After a good amount of digging and some pointed swear words aimed in the Wayback Machine’s direction, I’ve compiled a complete history of the last two years of Android updates.
This isn't just the old Google charts poorly stitched together in Photoshop (that was version one), this is a seriously accurate piece of chart-work made from the actual data used to make the official history graphs. With a little Google Chart API data-extraction magic, you can get numbers accurate to 1 tenth of a percentage point in 15 day increments. In other words, we're going for "crazy accurate."
Ok, enough exposition, I present to you the definitive history of the last two years of Android updates, which shall henceforth be known as "The Big Android Chart":
Neat huh? Towards the bottom you’ll notice pixel-accurate tick marks for SDK releases and AOSP drops. Two years of data is the oldest you're going to get short of an official Android history section (please?).

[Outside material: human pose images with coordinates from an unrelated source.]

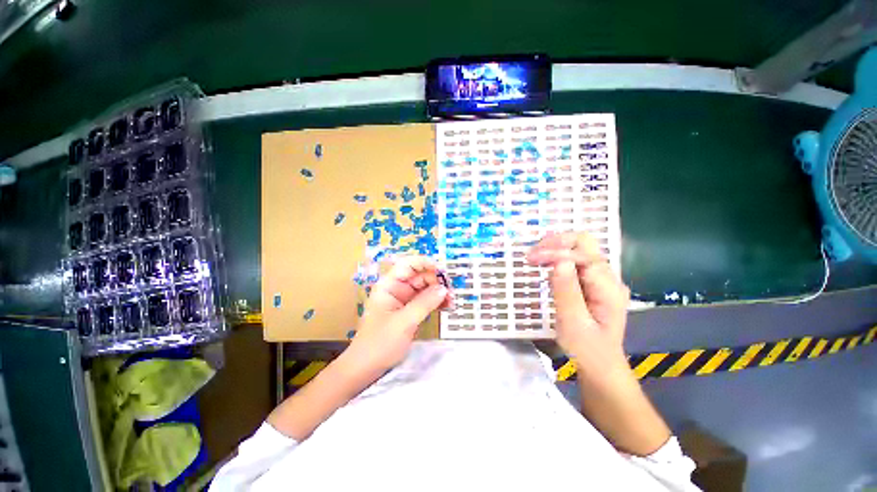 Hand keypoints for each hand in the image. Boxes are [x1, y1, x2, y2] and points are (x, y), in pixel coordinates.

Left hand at [345, 256, 452, 375]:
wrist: (366, 368)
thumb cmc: (380, 343)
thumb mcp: (404, 322)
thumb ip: (424, 303)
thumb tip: (443, 288)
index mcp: (389, 285)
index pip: (408, 265)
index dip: (425, 263)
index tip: (442, 271)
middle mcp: (397, 289)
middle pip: (419, 276)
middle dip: (436, 281)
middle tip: (451, 291)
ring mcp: (404, 300)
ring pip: (425, 288)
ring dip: (438, 292)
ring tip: (452, 301)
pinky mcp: (409, 311)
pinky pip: (425, 301)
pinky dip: (436, 302)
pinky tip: (447, 306)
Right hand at [527, 232, 630, 377]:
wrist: (601, 366)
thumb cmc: (587, 349)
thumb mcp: (574, 323)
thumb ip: (567, 291)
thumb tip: (559, 261)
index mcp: (608, 288)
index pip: (583, 255)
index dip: (556, 252)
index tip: (531, 258)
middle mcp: (609, 278)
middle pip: (586, 244)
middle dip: (557, 243)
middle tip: (534, 252)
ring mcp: (602, 279)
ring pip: (580, 250)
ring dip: (556, 249)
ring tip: (535, 257)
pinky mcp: (593, 282)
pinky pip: (576, 261)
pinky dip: (558, 258)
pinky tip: (545, 265) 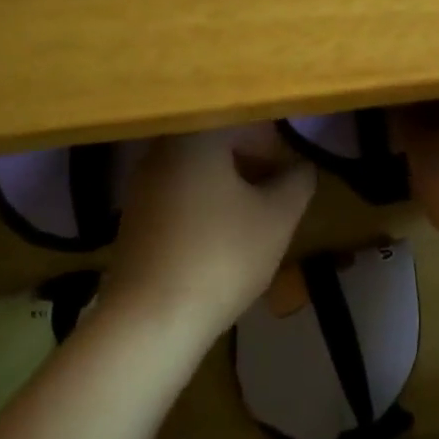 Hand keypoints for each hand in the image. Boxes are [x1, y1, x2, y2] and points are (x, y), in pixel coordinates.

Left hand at [107, 126, 315, 339]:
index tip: (295, 167)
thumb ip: (298, 182)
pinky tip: (222, 234)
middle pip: (219, 141)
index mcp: (198, 138)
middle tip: (280, 189)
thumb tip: (303, 167)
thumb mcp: (277, 218)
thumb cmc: (222, 256)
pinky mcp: (135, 215)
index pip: (245, 120)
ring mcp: (144, 183)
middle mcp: (164, 150)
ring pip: (199, 167)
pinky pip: (180, 192)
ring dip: (231, 182)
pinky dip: (206, 202)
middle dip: (254, 160)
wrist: (151, 318)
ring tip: (256, 214)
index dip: (277, 141) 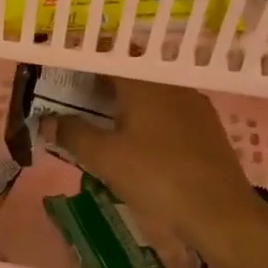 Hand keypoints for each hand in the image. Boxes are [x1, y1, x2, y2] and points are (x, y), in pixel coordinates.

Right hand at [52, 78, 267, 267]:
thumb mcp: (106, 158)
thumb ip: (73, 134)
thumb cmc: (157, 177)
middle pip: (130, 73)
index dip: (85, 61)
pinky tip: (139, 139)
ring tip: (103, 119)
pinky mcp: (206, 127)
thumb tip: (45, 121)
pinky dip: (147, 116)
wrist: (221, 211)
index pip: (109, 56)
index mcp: (143, 83)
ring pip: (151, 92)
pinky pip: (168, 110)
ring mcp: (193, 104)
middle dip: (102, 82)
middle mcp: (170, 84)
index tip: (64, 70)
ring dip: (126, 101)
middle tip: (76, 97)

The biggest thing that sticks out as me is just how poorly Android tablets have been doing. The Xoom came out February 24, 2011, right around the time of the 3.0 SDK release, and Honeycomb flat lined for the next 7 months. It didn’t even register a pixel on the chart until the holiday season of that year.

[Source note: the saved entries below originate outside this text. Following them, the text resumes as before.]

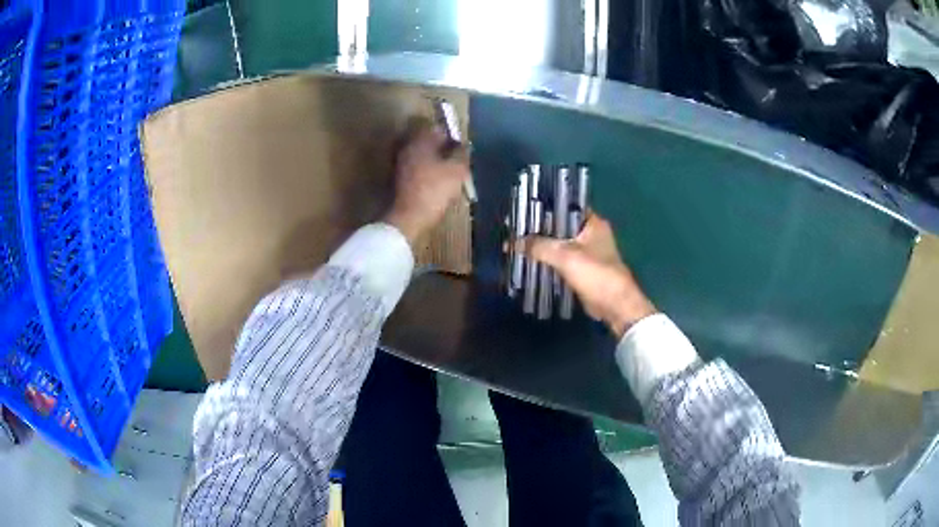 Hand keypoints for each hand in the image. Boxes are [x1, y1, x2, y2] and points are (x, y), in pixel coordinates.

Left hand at [383, 118, 468, 245]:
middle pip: (428, 142)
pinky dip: (427, 173)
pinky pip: (417, 170)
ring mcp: (400, 164)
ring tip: (450, 174)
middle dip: (443, 149)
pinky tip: (437, 184)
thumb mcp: (457, 171)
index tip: (462, 147)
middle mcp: (407, 148)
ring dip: (435, 162)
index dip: (452, 136)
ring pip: (423, 157)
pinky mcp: (399, 180)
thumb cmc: (434, 190)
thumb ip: (462, 155)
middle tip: (457, 160)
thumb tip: (465, 147)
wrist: (408, 217)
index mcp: (420, 141)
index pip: (437, 129)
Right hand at [523, 212, 656, 337]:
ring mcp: (587, 253)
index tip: (522, 212)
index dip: (543, 208)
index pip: (564, 206)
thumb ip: (539, 246)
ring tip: (517, 245)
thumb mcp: (565, 256)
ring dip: (542, 247)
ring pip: (559, 245)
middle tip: (514, 230)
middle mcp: (590, 234)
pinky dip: (548, 261)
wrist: (614, 306)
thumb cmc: (595, 274)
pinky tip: (530, 262)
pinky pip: (561, 261)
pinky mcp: (582, 270)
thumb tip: (514, 241)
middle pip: (559, 227)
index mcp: (592, 223)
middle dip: (538, 230) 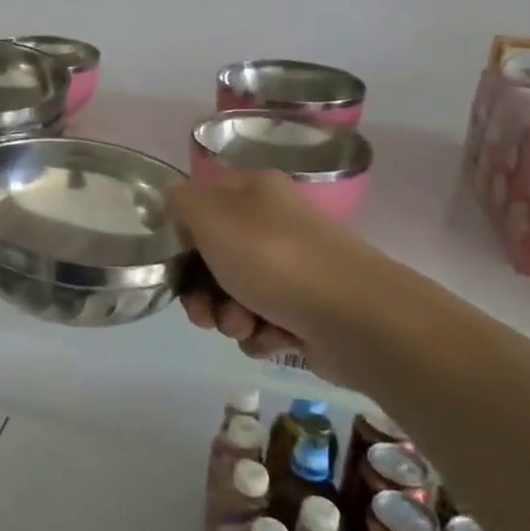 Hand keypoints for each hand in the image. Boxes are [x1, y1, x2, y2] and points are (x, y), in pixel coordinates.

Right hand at [167, 170, 382, 382]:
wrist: (356, 318)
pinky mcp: (308, 311)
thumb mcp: (210, 216)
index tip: (175, 265)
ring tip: (244, 325)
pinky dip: (260, 334)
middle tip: (203, 312)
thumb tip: (172, 200)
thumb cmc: (273, 258)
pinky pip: (264, 323)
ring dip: (228, 316)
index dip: (182, 239)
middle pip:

One strange aberration I can’t quite figure out: What the heck happened at the top of the graph from 5/01/11 to 11/15/11? There’s a gap that isn't claimed by any version number. The official Google charts look the same way, so don't blame the chart. How did this happen? Poorly identified custom ROMs? Google ICS testing? I have no idea. Any commenters want to take a swing at an explanation?
One more fun chart. Android platform support aligned by months after SDK release:
That's right, it’s not your imagination, Ice Cream Sandwich adoption is going very, very slowly. You’ll notice update percentage gets progressively slower with each new version, but keep in mind the Android ecosystem is also getting progressively larger. Ice Cream Sandwich has to deal with many, many more models than Éclair did.
Our more astute readers will have noticed that Honeycomb is missing from this one. This chart is meant to be a measurement of upgrade ubiquity, and most devices (phones) are not eligible for a Honeycomb upgrade, so it doesn’t belong here. It’s also important to realize this is chart is about “Platform Support,” not “Version Adoption.” Version adoption would be that individual version only, platform support is a combination of that version and all versions after it. So Éclair being at 97.8% doesn’t mean almost all phones run Éclair, it means almost all phones run Éclair or greater. An install of Froyo also counts for Éclair.
So there you have it, Android history data that isn't available anywhere else. It's been a long road, hasn't it? I'll be keeping the massive spreadsheet generated from this and updating it every few months or so. Here's hoping that ICS line takes a huge upswing by the time that next update rolls around.
There's a ton of data to take in, I'd love to hear your observations in the comments.